A new mapping technology using digital data captured from aerial surveys will be trialled in State forests, Forest Resources Minister, Paul McLeay announced last week.
Light Detection and Ranging (LiDAR) from aerial surveys technology will provide much more detailed knowledge of NSW forests.
The LiDAR technology will identify the types of forest and location of water courses like creeks across the state, as well as precisely plotting tree heights, steep areas, roads, and access tracks.
“The more precise the information we have, the more we can focus on delivering a safer and more sustainable forestry industry,” McLeay said.
“This improved mapping accuracy will also be very valuable to other organisations like the Rural Fire Service, to help them better prepare for emergencies.
“It will be also useful for assessing and managing inventory in planted forests, down the track, so the industry can proceed in the most responsible way possible.”

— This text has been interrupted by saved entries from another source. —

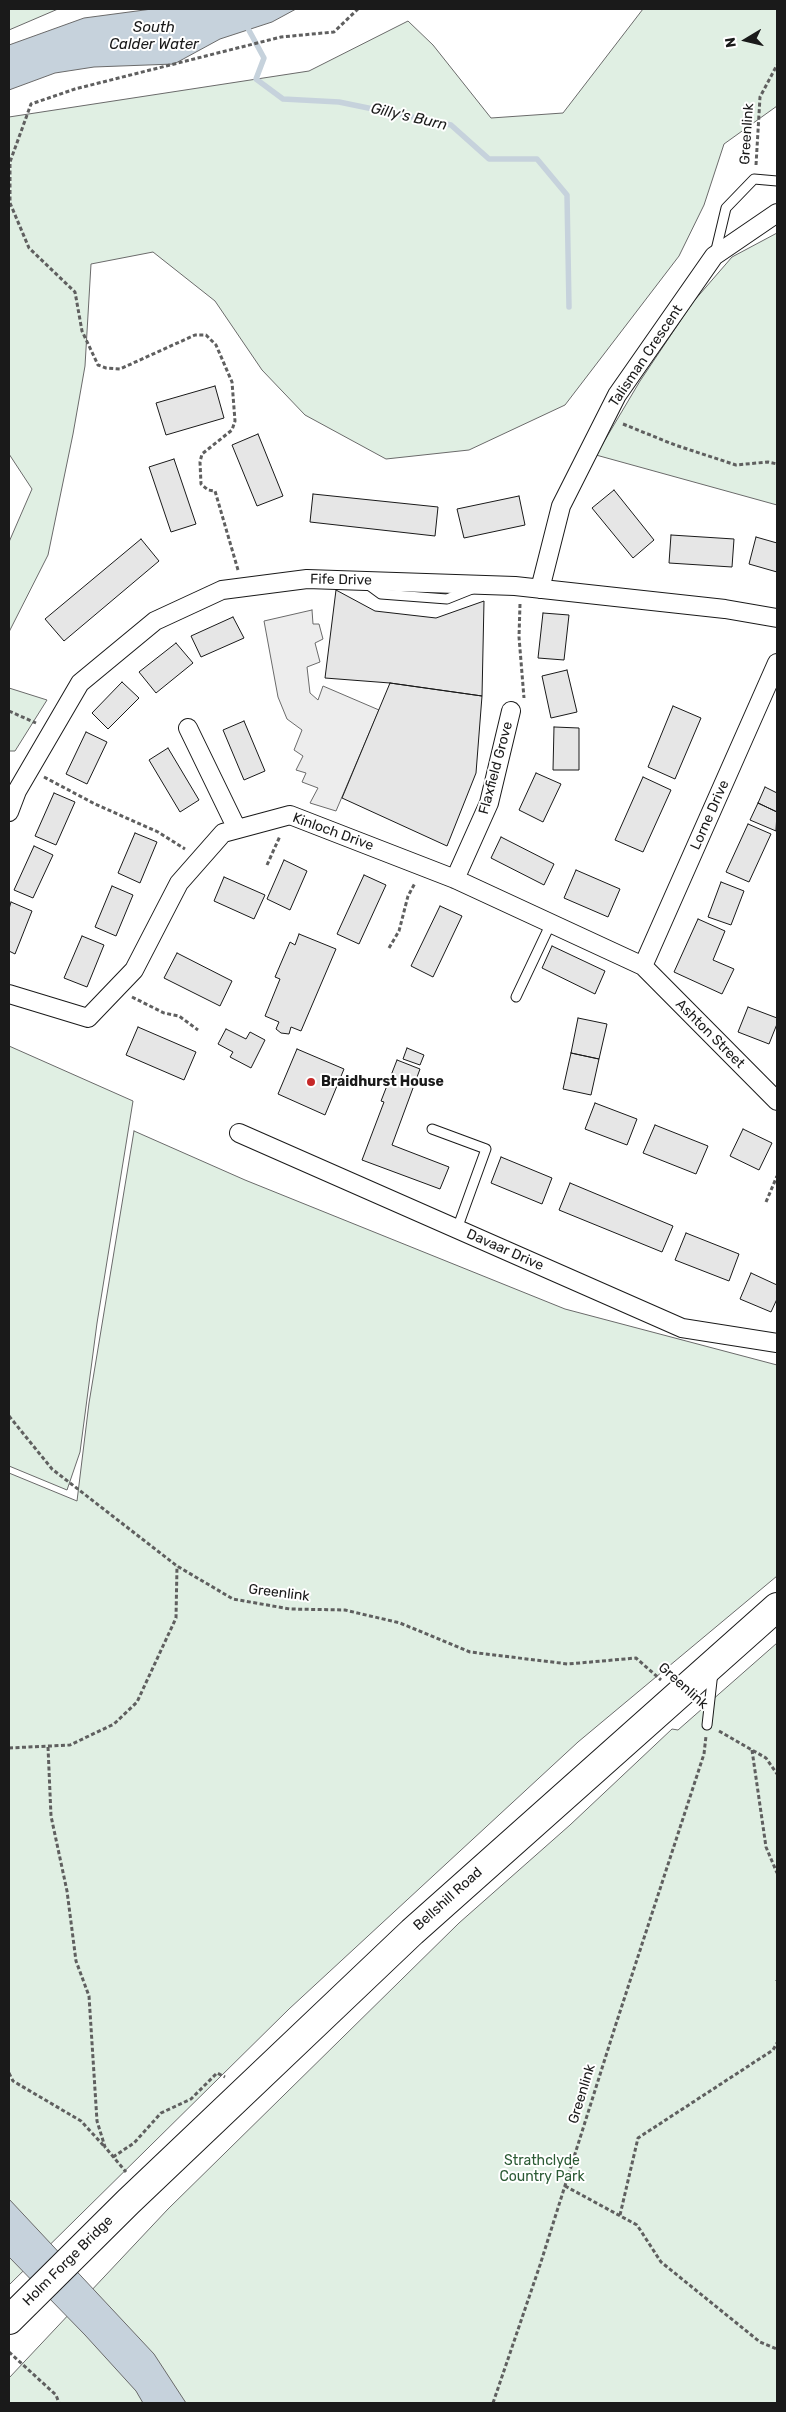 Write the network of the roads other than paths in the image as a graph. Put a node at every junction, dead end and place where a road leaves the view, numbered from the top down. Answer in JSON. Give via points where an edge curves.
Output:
{"nodes":[{"id":1,"x":777,"y":182,"type":"edge"},
{"id":2,"x":777,"y":213,"type":"edge"},
{"id":3,"x":714,"y":256,"type":"junction"},
{"id":4,"x":540,"y":589,"type":"junction"},
{"id":5,"x":777,"y":618,"type":"edge"},
{"id":6,"x":777,"y":663,"type":"edge"},
{"id":7,"x":511,"y":711,"type":"road end"},
{"id":8,"x":188,"y":728,"type":"dead end"},
{"id":9,"x":9,"y":812,"type":"edge"},
{"id":10,"x":236,"y":830,"type":"junction"},
{"id":11,"x":455,"y":879,"type":"junction"},
{"id":12,"x":551,"y":923,"type":"junction"},
{"id":13,"x":644,"y":966,"type":"junction"},
{"id":14,"x":9,"y":994,"type":"edge"},
{"id":15,"x":516,"y":997,"type":"dead end"},
{"id":16,"x":777,"y":1101,"type":"edge"},
{"id":17,"x":432,"y":1129,"type":"dead end"},
{"id":18,"x":239,"y":1133,"type":"dead end"},
{"id":19,"x":457,"y":1229,"type":"junction"},
{"id":20,"x":777,"y":1343,"type":"edge"},
{"id":21,"x":777,"y":1607,"type":"edge"},
{"id":22,"x":714,"y":1662,"type":"junction"},
{"id":23,"x":707,"y":1725,"type":"road end"},
{"id":24,"x":134,"y":2196,"type":"joint"},
{"id":25,"x":9,"y":2320,"type":"edge"}],
"edges":[{"from":1,"to":3,"type":"lane","via":[[754,179],[726,208]]},
{"from":2,"to":3,"type":"street","name":"Talisman Crescent"},
{"from":3,"to":4,"type":"street","name":"Talisman Crescent","via":[[617,395],[561,506]]},
{"from":4,"to":5,"type":"street","name":"Fife Drive","via":[[726,609]]},
{"from":4,"to":9,"type":"street","name":"Fife Drive","via":[[307,579],[222,590],[155,622],[80,683]]},
{"from":6,"to":13,"type":"street","name":"Lorne Drive"},
{"from":7,"to":11,"type":"street","name":"Flaxfield Grove","via":[[489,803]]},
{"from":8,"to":10,"type":"street"},
{"from":10,"to":11,"type":"street","name":"Kinloch Drive","via":[[290,815]]},
{"from":10,"to":14,"type":"street","name":"Kinloch Drive","via":[[223,833],[179,882],[134,970],[88,1018]]},
{"from":11,"to":12,"type":"street","name":"Kinloch Drive"},
{"from":12,"to":13,"type":"street","name":"Kinloch Drive"},
{"from":12,"to":15,"type":"lane"},
{"from":13,"to":16,"type":"street","name":"Ashton Street"},
{"from":17,"to":19,"type":"lane","via":[[486,1149]]},
{"from":18,"to":19,"type":"street","name":"Davaar Drive"},
{"from":19,"to":20,"type":"street","name":"Davaar Drive","via":[[682,1328]]},
{"from":21,"to":22,"type":"main road","name":"Bellshill Road"},
{"from":22,"to":23,"type":"lane"},
{"from":22,"to":24,"type":"main road","name":"Bellshill Road","via":[[412,1932]]},
{"from":24,"to":25,"type":"main road","name":"Holm Forge Bridge"}]}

Duty MLC, Kayee Griffin, said the technology would improve safety for forestry workers.
“Currently, all mapping resources on offer, such as those provided by aerial photographs, need to be proofed by staff on the ground,” she said.

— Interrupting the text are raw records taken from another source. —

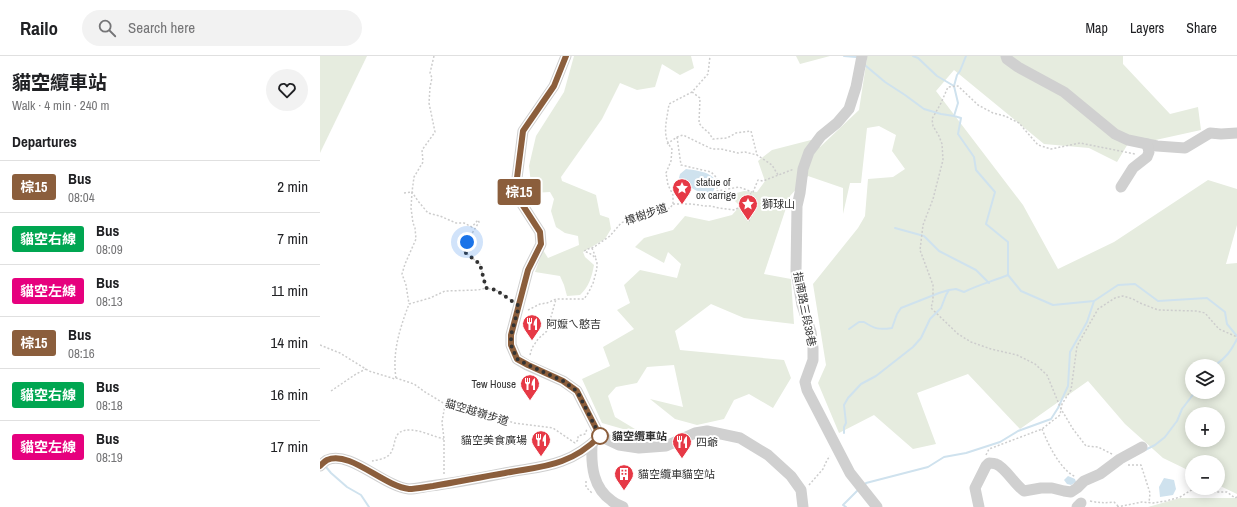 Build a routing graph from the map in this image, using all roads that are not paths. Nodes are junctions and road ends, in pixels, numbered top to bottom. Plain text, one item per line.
1 (566, 56) edge
2 (862, 56) edge
3 (1006, 56) edge
4 (1237, 133) edge
5 (1146, 144) junction
6 (1121, 187) dead end
7 (600, 436) junction
8 (592, 445) junction
9 (1142, 447) dead end
10 (320, 466) edge
11 (623, 507) edge
12 (803, 507) edge
13 (877, 507) edge
14 (979, 507) edge

1 - 7 street
2 - 13 street, 指南路三段38巷
3 - 5 street
4 - 5 street
5 - 6 street
7 - 8 street
7 - 12 street
8 - 10 street
8 - 11 street
9 - 14 street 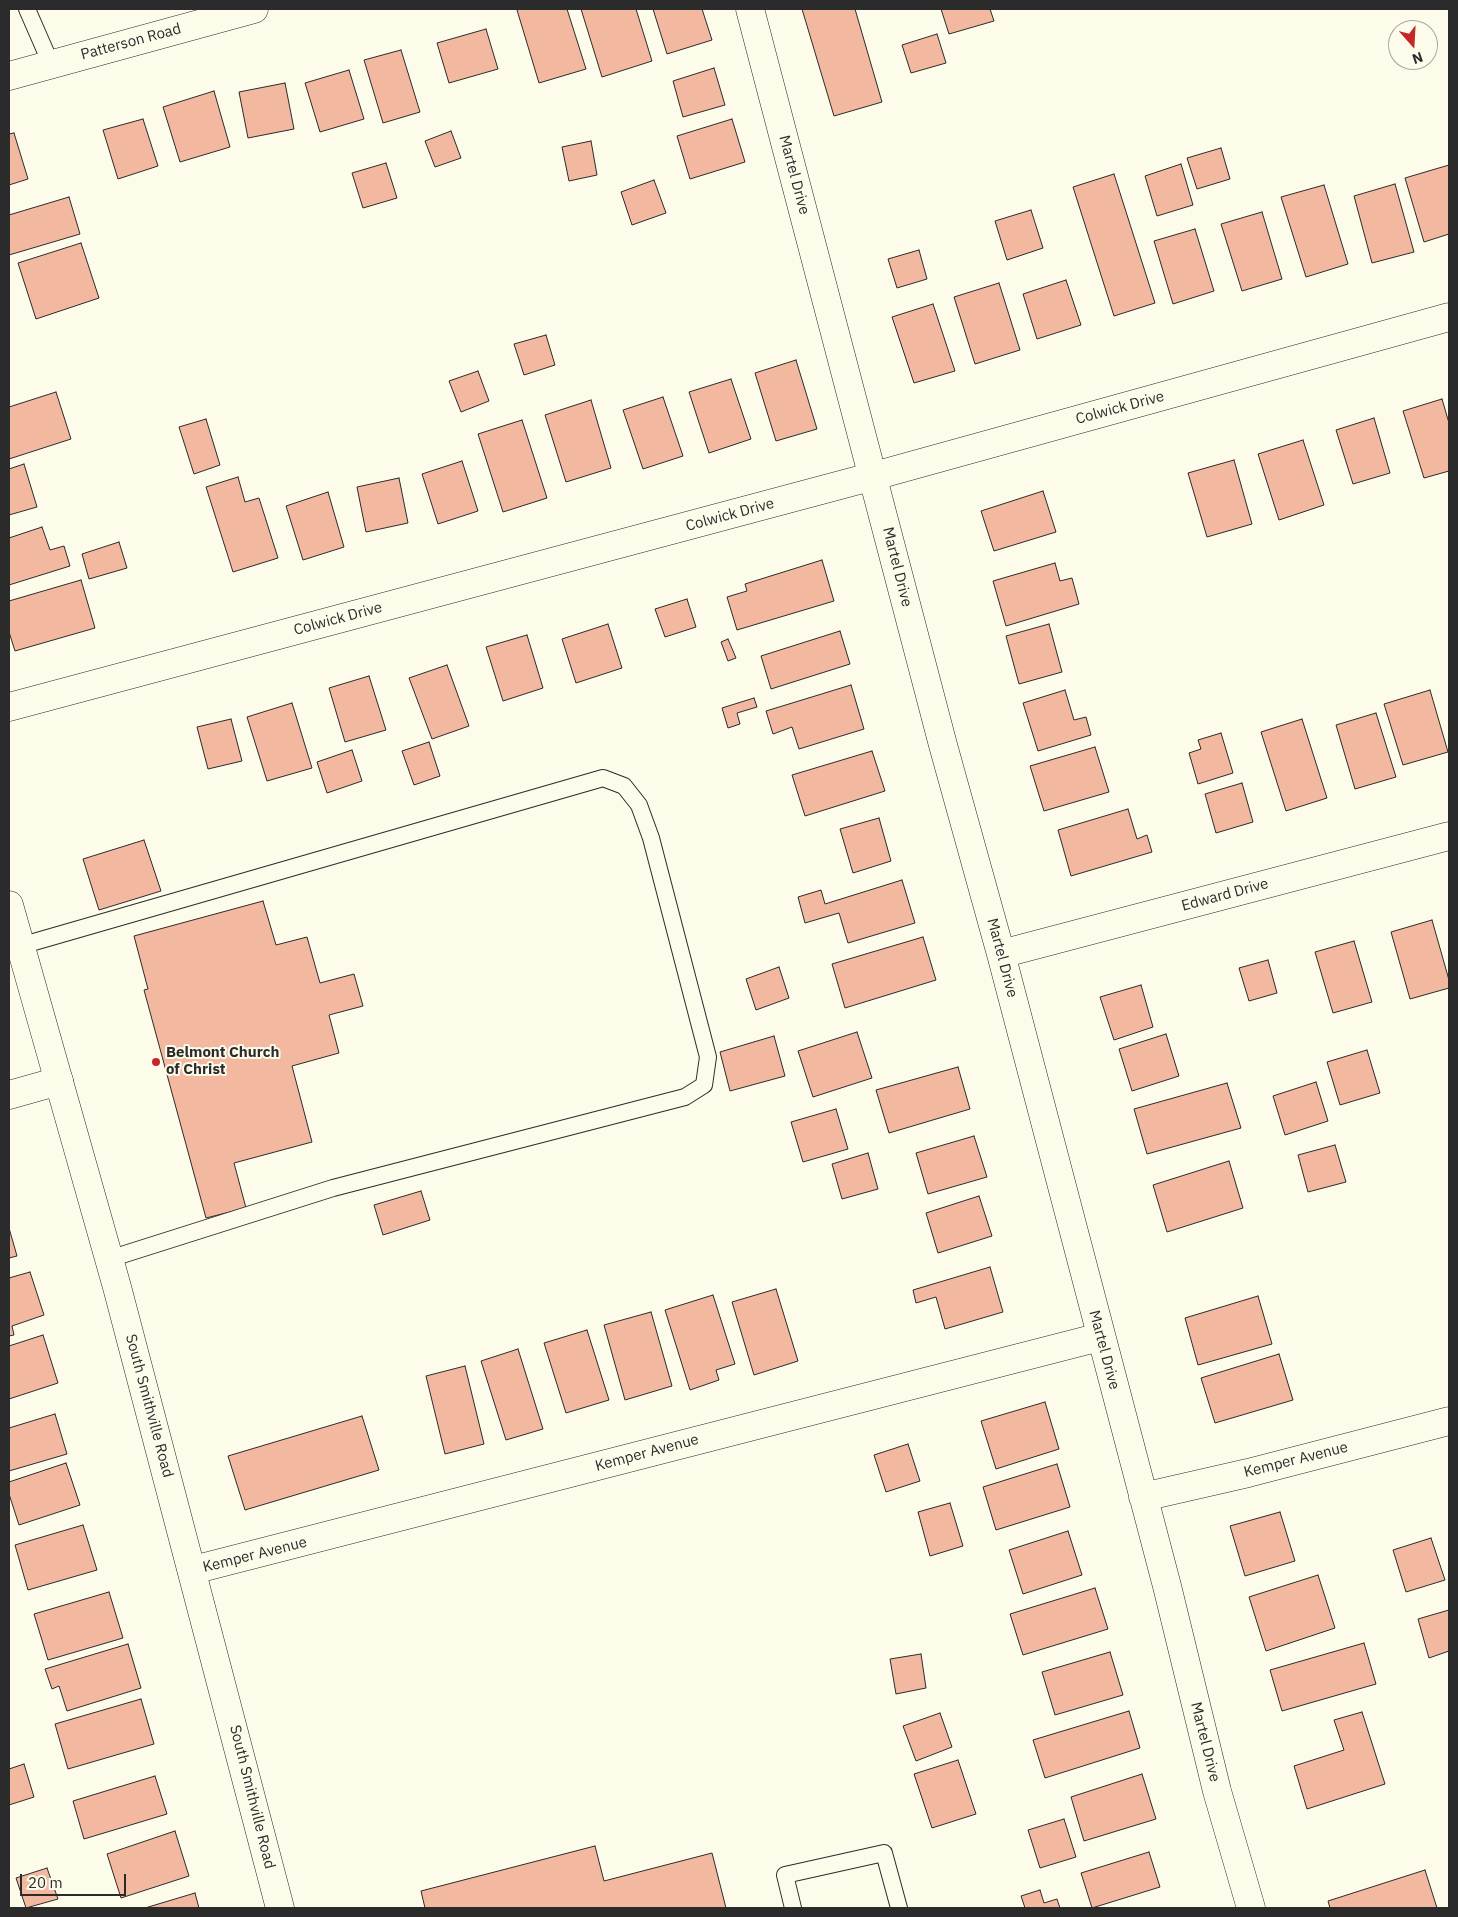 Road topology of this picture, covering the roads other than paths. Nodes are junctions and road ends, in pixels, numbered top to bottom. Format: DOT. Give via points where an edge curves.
graph roads {
  1 [pos="27,9"];
  2 [pos="254,9"];
  3 [pos="750,9"];
  4 [pos="51,64"];
  5 [pos="9,76"];
  6 [pos="1449,317"];
  7 [pos="874,476"];
  8 [pos="9,707"];
  9 [pos="1449,836"];
  10 [pos="9,905"];
  11 [pos="20,946"];
  12 [pos="1001,954"];
  13 [pos="59,1081"];
  14 [pos="9,1095"];
  15 [pos="109,1259"];
  16 [pos="1100,1337"];
  17 [pos="1449,1420"];
  18 [pos="1143,1497"];
  19 [pos="193,1570"];
  20 [pos="280,1908"];
  21 [pos="793,1908"];
  22 [pos="899,1908"];
  23 [pos="1251,1908"];
  1 -- 4 [label="lane"];
  2 -- 4 [label="street, Patterson Road"];
  3 -- 7 [label="street, Martel Drive"];
  4 -- 5 [label="street, Patterson Road"];
  6 -- 7 [label="street, Colwick Drive"];
  7 -- 8 [label="street, Colwick Drive"];
  7 -- 12 [label="street, Martel Drive"];
  9 -- 12 [label="street, Edward Drive"];
  10 -- 11 [label="street, South Smithville Road"];
  11 -- 13 [label="street, South Smithville Road"];
  11 -- 15 [label="lane" via="603,778 624,786 639,805 651,838 708,1057 704,1085 685,1098 333,1188"];
  12 -- 16 [label="street, Martel Drive"];
  13 -- 14 [label="street"];
  13 -- 15 [label="street, South Smithville Road"];
  15 -- 19 [label="street, South Smithville Road"];
  16 -- 18 [label="street, Martel Drive"];
  16 -- 19 [label="street, Kemper Avenue"];
  17 -- 18 [label="street, Kemper Avenue"];
  18 -- 23 [label="street, Martel Drive" via="1217,1791"];
  19 -- 20 [label="street, South Smithville Road"];
  21 -- 22 [label="lane" via="785,1875 884,1853"];
}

“This can pose a risk to workers, particularly close to waterways where the terrain can be almost impenetrable.
“With LiDAR data we will use GPS tracking so staff will no longer have to physically plot the areas on foot – creating a safer work environment for those in sector.”
From next month, the trial will focus on native forests on the mid-north coast near Taree, Wauchope and Kempsey.
“This will allow us to fill the gaps in our knowledge of forests in the Gloucester, Walcha and Bulahdelah areas,” said Griffin.
The two-year, $500,000 trial is expected to deliver savings of around $1.8 million for Forests NSW, with the exact amount saved to be determined over time.